Start of INPUT

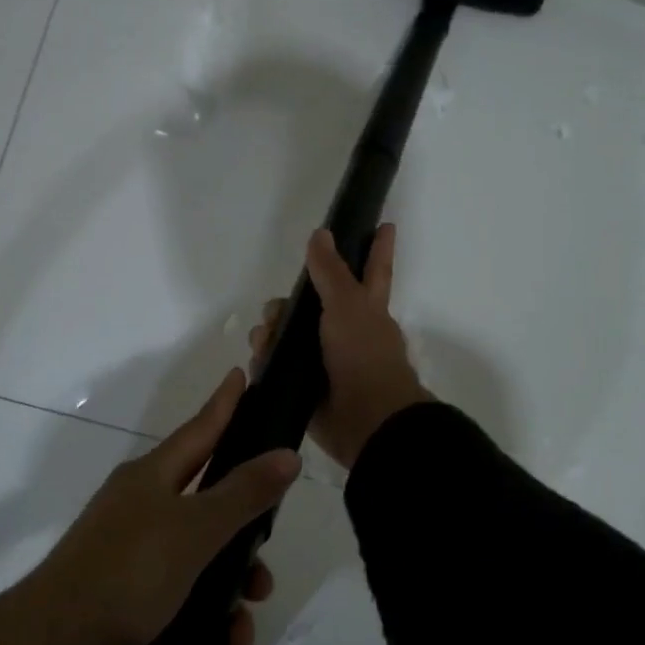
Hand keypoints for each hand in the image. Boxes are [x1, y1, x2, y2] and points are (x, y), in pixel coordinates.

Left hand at [0, 369, 294, 644]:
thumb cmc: (125, 575)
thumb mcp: (193, 532)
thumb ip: (244, 494)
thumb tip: (287, 454)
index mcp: (152, 478)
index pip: (201, 429)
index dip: (225, 404)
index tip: (243, 373)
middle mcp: (142, 508)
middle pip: (210, 509)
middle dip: (244, 545)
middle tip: (264, 574)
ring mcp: (131, 555)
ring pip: (199, 564)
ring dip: (227, 599)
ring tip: (237, 636)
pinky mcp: (125, 600)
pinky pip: (179, 604)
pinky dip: (201, 628)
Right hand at [250, 224, 431, 473]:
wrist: (366, 420)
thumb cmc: (364, 355)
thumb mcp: (347, 305)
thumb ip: (330, 271)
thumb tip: (320, 233)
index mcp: (367, 308)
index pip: (374, 268)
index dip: (378, 247)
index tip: (385, 224)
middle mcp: (347, 330)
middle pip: (313, 303)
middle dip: (289, 302)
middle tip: (277, 308)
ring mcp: (326, 360)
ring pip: (290, 334)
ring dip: (272, 332)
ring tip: (264, 340)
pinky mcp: (306, 386)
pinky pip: (278, 366)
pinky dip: (266, 360)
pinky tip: (260, 359)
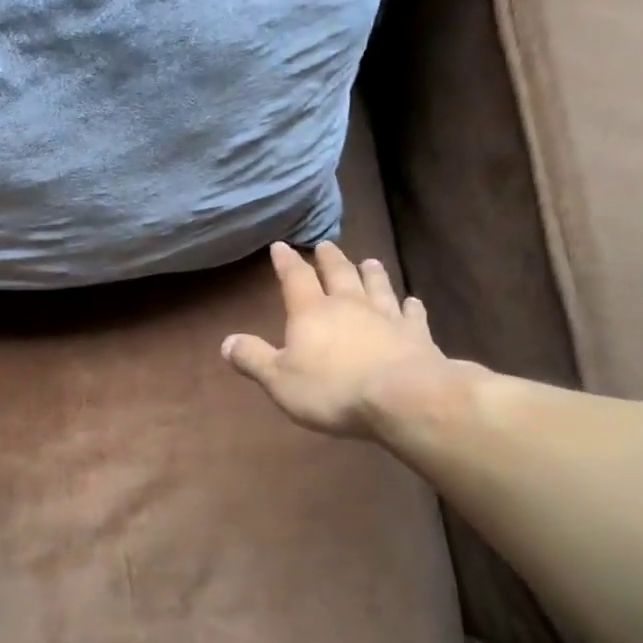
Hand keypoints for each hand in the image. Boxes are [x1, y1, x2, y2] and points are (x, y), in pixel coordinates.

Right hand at [222, 241, 454, 438]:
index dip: (286, 262)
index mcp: (311, 312)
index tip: (281, 246)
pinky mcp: (416, 334)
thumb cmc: (331, 389)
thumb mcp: (279, 380)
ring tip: (369, 261)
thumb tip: (226, 342)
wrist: (401, 397)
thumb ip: (253, 359)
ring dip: (371, 273)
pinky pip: (412, 314)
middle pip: (339, 274)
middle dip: (330, 259)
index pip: (295, 278)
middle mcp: (349, 305)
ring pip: (377, 286)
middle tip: (326, 245)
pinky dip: (410, 306)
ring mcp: (386, 317)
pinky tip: (412, 301)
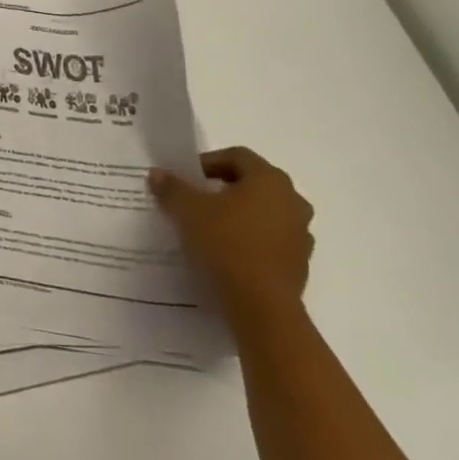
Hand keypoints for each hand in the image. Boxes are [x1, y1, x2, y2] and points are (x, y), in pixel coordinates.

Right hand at [149, 147, 314, 326]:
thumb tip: (158, 173)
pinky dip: (249, 238)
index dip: (207, 161)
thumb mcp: (187, 210)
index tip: (186, 177)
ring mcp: (300, 233)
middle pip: (253, 182)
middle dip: (223, 187)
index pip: (237, 156)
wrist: (261, 304)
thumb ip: (171, 187)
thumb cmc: (225, 242)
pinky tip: (226, 251)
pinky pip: (270, 238)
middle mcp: (293, 200)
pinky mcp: (299, 261)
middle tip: (195, 198)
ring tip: (209, 226)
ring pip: (264, 211)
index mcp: (269, 180)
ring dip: (238, 213)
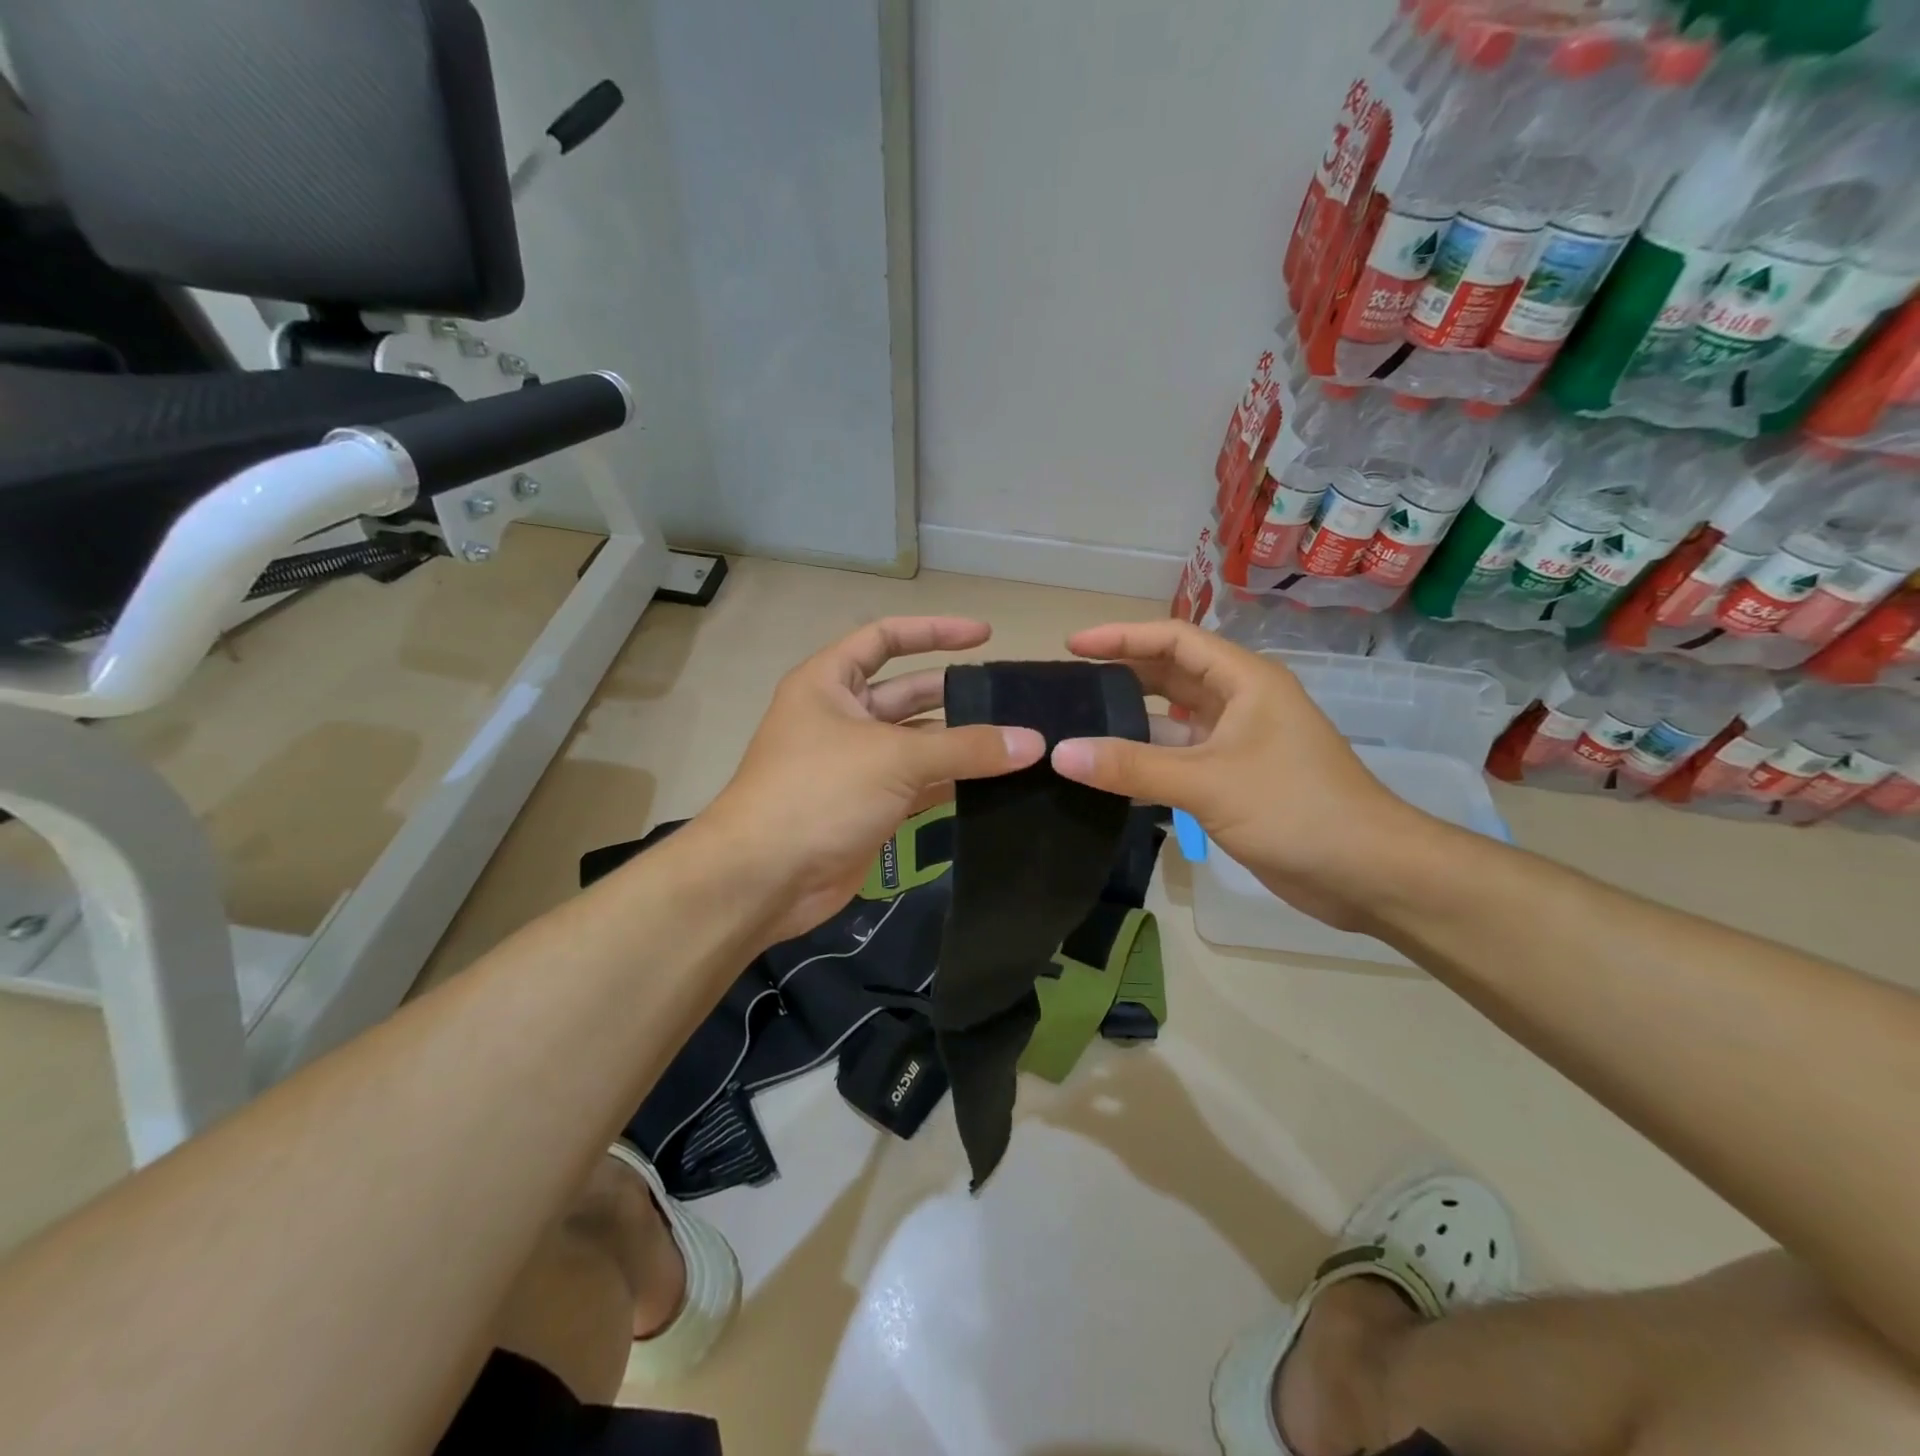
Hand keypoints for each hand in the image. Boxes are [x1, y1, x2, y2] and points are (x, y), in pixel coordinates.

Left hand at [702, 617, 1043, 943]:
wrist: (764, 879)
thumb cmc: (819, 793)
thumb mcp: (895, 758)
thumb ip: (966, 748)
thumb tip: (1034, 742)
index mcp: (830, 682)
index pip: (885, 638)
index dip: (934, 631)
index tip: (986, 635)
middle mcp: (841, 717)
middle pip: (908, 693)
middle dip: (956, 694)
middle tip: (1012, 701)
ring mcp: (855, 765)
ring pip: (917, 744)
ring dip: (960, 745)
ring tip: (1017, 743)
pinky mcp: (868, 808)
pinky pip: (918, 786)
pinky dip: (951, 784)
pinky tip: (995, 785)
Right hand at [1048, 620, 1429, 929]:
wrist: (1368, 873)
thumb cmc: (1295, 809)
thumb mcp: (1207, 782)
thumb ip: (1132, 766)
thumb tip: (1060, 752)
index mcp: (1244, 681)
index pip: (1174, 640)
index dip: (1121, 637)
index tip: (1072, 646)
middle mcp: (1240, 703)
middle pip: (1170, 676)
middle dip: (1121, 677)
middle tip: (1068, 688)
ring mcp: (1238, 744)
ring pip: (1172, 722)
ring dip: (1130, 724)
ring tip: (1077, 729)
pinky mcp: (1234, 781)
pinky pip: (1179, 759)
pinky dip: (1146, 763)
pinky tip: (1108, 776)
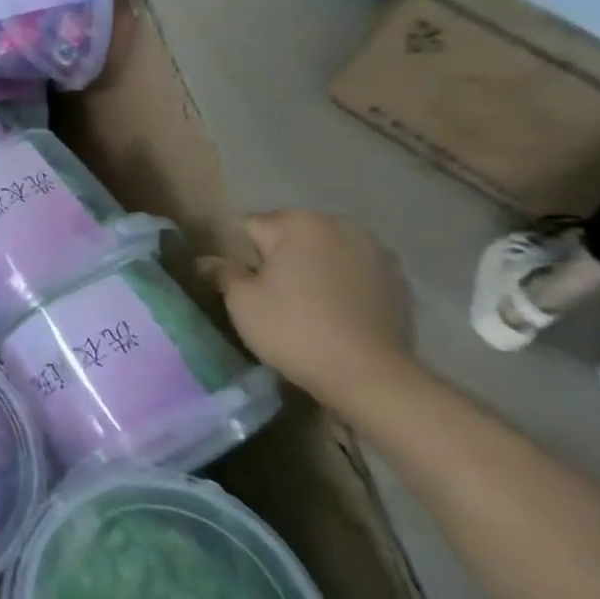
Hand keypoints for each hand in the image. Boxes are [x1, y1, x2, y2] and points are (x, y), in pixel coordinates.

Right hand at [199, 211, 419, 409]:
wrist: (370, 375)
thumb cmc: (294, 330)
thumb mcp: (242, 302)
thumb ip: (222, 273)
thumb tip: (203, 260)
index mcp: (297, 223)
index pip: (251, 226)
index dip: (240, 255)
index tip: (241, 283)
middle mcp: (338, 225)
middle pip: (291, 233)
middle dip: (278, 255)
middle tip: (271, 294)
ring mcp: (374, 250)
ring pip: (325, 250)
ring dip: (312, 265)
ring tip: (306, 302)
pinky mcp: (397, 278)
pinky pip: (353, 270)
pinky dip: (341, 281)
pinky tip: (336, 310)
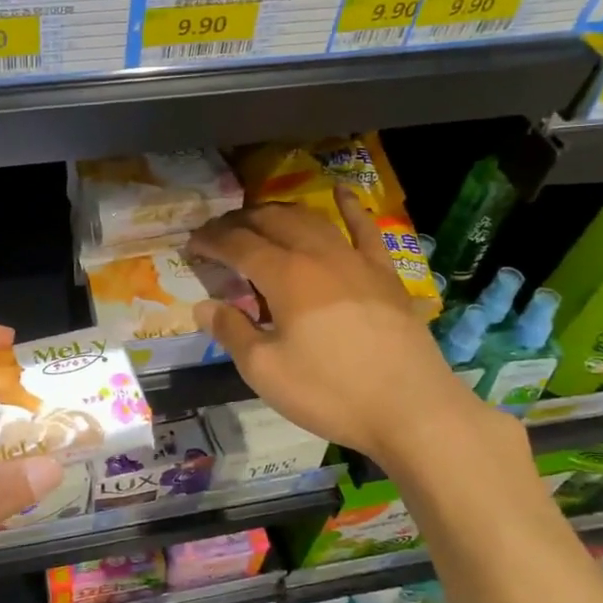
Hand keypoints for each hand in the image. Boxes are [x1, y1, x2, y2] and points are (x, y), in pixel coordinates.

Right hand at [187, 189, 502, 467]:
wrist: (411, 409)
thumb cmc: (330, 392)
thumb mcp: (265, 370)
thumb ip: (231, 332)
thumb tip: (203, 306)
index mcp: (286, 276)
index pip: (238, 245)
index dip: (211, 241)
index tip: (191, 244)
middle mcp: (319, 255)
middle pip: (272, 222)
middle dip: (240, 222)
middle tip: (220, 233)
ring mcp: (356, 260)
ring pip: (311, 219)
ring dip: (280, 213)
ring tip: (260, 218)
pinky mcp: (384, 273)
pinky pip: (365, 229)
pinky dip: (349, 207)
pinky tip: (340, 193)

End of INPUT

• **ASSIGNMENT**
In the reply, give again exactly the lines from the beginning of the entries above through the line with "index pip: (201, 429)"; pictures stay out.

• **ANSWER TO THE PROBLEM**
Hand keypoints for each hand in the image. Boxes are [x1, y1, x2, y2] and points are (x, y), in pixel coordinates.

Left hand at [0, 369, 294, 644]:
thumb cmc: (125, 575)
thumb mcp: (193, 532)
thumb ip: (244, 494)
thumb tip: (287, 454)
index mcp: (152, 478)
index pip: (201, 429)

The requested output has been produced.